- Entries provided:
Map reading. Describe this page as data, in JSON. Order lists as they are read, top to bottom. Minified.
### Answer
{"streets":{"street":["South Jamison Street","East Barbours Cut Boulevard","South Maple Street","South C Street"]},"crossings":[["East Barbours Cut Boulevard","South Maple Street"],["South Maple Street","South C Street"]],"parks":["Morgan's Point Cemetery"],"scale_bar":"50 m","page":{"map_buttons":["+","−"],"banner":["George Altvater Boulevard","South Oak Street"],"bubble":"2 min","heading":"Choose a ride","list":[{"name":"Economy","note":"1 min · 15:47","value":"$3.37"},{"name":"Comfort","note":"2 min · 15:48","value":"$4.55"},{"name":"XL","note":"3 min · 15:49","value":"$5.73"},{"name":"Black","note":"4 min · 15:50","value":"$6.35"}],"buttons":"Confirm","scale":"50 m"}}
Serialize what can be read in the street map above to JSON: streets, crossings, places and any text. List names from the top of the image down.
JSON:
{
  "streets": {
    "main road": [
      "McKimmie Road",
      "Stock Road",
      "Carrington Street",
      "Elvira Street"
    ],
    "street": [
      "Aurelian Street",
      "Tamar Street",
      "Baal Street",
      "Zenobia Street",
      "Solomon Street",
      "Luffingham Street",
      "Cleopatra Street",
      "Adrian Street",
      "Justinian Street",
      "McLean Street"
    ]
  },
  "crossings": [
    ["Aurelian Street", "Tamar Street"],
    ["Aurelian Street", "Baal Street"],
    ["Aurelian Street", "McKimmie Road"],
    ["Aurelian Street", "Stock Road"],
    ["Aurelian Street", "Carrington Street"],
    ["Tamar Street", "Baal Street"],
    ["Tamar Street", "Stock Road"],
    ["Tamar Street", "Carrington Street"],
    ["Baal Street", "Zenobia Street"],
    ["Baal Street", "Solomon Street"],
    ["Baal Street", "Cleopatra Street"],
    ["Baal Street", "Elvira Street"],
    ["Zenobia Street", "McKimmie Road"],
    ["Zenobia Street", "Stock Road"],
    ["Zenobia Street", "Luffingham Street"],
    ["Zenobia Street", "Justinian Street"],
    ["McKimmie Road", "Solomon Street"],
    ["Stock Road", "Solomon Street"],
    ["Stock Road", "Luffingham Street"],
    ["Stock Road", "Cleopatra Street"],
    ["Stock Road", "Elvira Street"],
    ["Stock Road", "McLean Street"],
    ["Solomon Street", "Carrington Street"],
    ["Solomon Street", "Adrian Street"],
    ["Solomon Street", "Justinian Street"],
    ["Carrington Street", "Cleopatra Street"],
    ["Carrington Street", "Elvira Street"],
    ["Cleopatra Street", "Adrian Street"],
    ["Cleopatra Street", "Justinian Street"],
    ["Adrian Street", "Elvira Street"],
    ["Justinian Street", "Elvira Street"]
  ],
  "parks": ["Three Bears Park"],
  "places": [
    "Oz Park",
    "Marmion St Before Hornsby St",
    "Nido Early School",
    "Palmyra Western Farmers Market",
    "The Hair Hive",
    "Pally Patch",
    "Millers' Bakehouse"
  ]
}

- Aim of the task: Only a number is needed here: the count of lines above that hold the string "places".

- Answer section: 2